---- Dataset

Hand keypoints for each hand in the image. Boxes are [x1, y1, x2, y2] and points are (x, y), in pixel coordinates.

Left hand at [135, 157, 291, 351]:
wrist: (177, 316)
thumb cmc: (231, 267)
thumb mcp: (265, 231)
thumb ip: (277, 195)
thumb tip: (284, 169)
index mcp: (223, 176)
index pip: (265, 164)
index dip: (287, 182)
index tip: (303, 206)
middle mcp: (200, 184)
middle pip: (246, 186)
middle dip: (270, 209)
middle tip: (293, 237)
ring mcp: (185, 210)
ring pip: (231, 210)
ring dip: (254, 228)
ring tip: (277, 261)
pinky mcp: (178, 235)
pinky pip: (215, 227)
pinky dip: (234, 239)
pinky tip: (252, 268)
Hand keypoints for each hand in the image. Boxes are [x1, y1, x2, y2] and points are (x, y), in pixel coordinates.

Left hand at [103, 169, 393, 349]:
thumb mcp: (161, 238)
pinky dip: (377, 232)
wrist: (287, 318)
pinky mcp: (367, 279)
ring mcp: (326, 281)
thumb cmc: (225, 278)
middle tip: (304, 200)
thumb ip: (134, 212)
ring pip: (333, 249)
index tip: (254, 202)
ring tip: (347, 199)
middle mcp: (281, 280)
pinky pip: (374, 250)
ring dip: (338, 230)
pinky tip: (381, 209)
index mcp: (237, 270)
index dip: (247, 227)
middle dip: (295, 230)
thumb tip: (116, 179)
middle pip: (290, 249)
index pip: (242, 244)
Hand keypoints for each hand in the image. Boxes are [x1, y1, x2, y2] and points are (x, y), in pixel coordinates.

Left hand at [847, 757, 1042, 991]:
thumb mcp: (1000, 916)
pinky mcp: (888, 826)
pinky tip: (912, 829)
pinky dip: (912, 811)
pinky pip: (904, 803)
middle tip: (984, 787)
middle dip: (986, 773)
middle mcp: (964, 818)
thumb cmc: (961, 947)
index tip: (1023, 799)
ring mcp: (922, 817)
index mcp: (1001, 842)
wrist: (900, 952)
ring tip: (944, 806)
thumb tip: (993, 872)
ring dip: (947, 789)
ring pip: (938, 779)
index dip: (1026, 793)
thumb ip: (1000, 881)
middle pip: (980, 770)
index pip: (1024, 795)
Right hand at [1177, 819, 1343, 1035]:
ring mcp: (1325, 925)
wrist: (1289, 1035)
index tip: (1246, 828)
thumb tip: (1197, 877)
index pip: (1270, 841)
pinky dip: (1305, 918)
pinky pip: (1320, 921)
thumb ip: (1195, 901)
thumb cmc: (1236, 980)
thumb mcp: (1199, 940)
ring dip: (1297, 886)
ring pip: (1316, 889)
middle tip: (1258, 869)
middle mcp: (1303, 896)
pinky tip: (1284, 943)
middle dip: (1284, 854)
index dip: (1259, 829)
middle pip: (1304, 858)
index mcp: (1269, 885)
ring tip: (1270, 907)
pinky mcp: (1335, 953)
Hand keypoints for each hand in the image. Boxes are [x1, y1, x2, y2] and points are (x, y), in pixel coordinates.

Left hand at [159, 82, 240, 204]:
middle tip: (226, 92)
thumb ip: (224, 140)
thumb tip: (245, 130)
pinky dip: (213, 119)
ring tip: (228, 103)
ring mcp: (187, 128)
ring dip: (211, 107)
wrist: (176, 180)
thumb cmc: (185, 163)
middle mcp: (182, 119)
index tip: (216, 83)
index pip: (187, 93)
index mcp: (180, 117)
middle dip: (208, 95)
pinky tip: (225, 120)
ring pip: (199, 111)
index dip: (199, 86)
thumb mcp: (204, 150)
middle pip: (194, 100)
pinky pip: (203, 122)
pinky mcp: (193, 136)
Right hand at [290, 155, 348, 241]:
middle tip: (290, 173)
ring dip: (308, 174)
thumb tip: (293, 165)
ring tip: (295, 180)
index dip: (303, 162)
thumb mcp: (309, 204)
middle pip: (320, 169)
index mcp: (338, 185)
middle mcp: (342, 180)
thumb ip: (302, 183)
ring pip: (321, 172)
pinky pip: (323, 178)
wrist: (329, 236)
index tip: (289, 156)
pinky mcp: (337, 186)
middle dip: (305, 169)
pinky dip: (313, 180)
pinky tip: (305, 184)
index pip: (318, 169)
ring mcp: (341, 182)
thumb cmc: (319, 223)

--------

* **What the exercise asks**: Keep every word the same and copy out all of the entries.

* **Exercise answer**:
Hand keypoints for each hand in the image. Boxes are [x1, y1, x2, y2] and points are (x, y), in pixel coordinates.

Left hand at [135, 157, 291, 351]:
wrist: (177, 316)
thumb cmc: (231, 267)
thumb mcp: (265, 231)
thumb ip: (277, 195)
thumb tip: (284, 169)
index mcp: (223, 176)
index pip: (265, 164)
index dip: (287, 182)
index tip: (303, 206)
middle mcp: (200, 184)
middle pip: (246, 186)
middle dip: (270, 209)
middle tip: (293, 237)
ring mcp: (185, 210)
ring pip: (231, 210)
ring dip: (254, 228)
ring tip: (277, 261)
pinky mcp: (178, 235)
pinky pip: (215, 227)
pinky dip: (234, 239)
pinky tip: (252, 268)
Hand keypoints for each hand in the image. Boxes are [x1, y1, x2, y2] and points are (x, y), in pixel coordinates.

Left hand at [103, 169, 393, 349]:
thumb mcp: (161, 238)
pinky dip: (377, 232)
wrist: (287, 318)
pinky mcp: (367, 279)
ring mcp: (326, 281)
thumb cmc: (225, 278)
middle tip: (304, 200)
thumb ip: (134, 212)
ring pip: (333, 249)
index tip: (254, 202)
ring tip: (347, 199)
middle mcp: (281, 280)
pinky pip: (374, 250)
ring dip: (338, 230)
pinky tip: (381, 209)
index mcp: (237, 270)
index dip: (247, 227)
middle dip: (295, 230)
thumb tip: (116, 179)
middle pip: (290, 249)
index pip: (242, 244)
Hand keypoints for each hand in the image. Boxes are [x1, y1, x2, y2] and points are (x, y), in pixel coordinates.

Left hand at [847, 757, 1042, 991]:
thumb mcp: (1000, 916)
pinky mcp: (888, 826)
pinky tip: (912, 829)
pinky dip: (912, 811)
pinky pip: (904, 803)
middle tip: (984, 787)
middle dip: (986, 773)
middle mcp: (964, 818)
thumb cmc: (961, 947)
index tip: (1023, 799)
ring mcp: (922, 817)
index mcp: (1001, 842)
wrist: (900, 952)
ring tip: (944, 806)
thumb tip: (993, 872)
ring dip: (947, 789)
ring pip: (938, 779)
index dip: (1026, 793)
thumb ip: (1000, 881)
middle pip: (980, 770)
index pip: (1024, 795)
Right hand at [1177, 819, 1343, 1035]:
ring mcp: (1325, 925)
wrist: (1289, 1035)
index tip: (1246, 828)
thumb tip: (1197, 877)
index pip: (1270, 841)
pinky dip: (1305, 918)
pinky pip: (1320, 921)
thumb ip: (1195, 901)
thumb cmc: (1236, 980)
thumb mcp: (1199, 940)
ring dip: (1297, 886)
ring pip: (1316, 889)
middle tip: (1258, 869)
middle mcp: (1303, 896)
pinky tip: (1284, 943)
middle dip: (1284, 854)
index dip: (1259, 829)
middle pip: (1304, 858)
index mcp: (1269, 885)
ring tip: (1270, 907)
pinky mcp: (1335, 953)
Hand keypoints for each hand in the image. Boxes are [x1, y1, x2, y2] and points are (x, y), in pixel coordinates.

Left hand at [159, 82, 240, 204]:
middle tip: (226, 92)
thumb ip: (224, 140)
thumb tip: (245, 130)
pinky dip: (213, 119)
ring tip: (228, 103)
ring mcp: (187, 128)
ring dip: (211, 107)
wrist: (176, 180)
thumb cmc: (185, 163)
middle mcp: (182, 119)
index tip: (216, 83)
index pip: (187, 93)
index mcp: (180, 117)
middle dip: (208, 95)
pinky tip: (225, 120)
ring pip: (199, 111)
index dip: (199, 86)
thumb mcp: (204, 150)
middle pip: (194, 100)
pinky pip: (203, 122)
pinky mcp: (193, 136)
Right hand at [290, 155, 348, 241]:
middle tip: (290, 173)
ring dip: (308, 174)
thumb tip: (293, 165)
ring tip: (295, 180)
index dip: (303, 162)
thumb mcp: (309, 204)
middle pip: (320, 169)
index mcp: (338, 185)
middle mcp: (342, 180)
thumb ip: (302, 183)
ring pip: (321, 172)
pinky pip: (323, 178)
wrist: (329, 236)
index tip: (289, 156)
pinky mcp: (337, 186)
middle dip: (305, 169)
pinky dip: (313, 180)
pinky tip: (305, 184)
index pip: (318, 169)
ring mcp: (341, 182)
thumb cmc: (319, 223)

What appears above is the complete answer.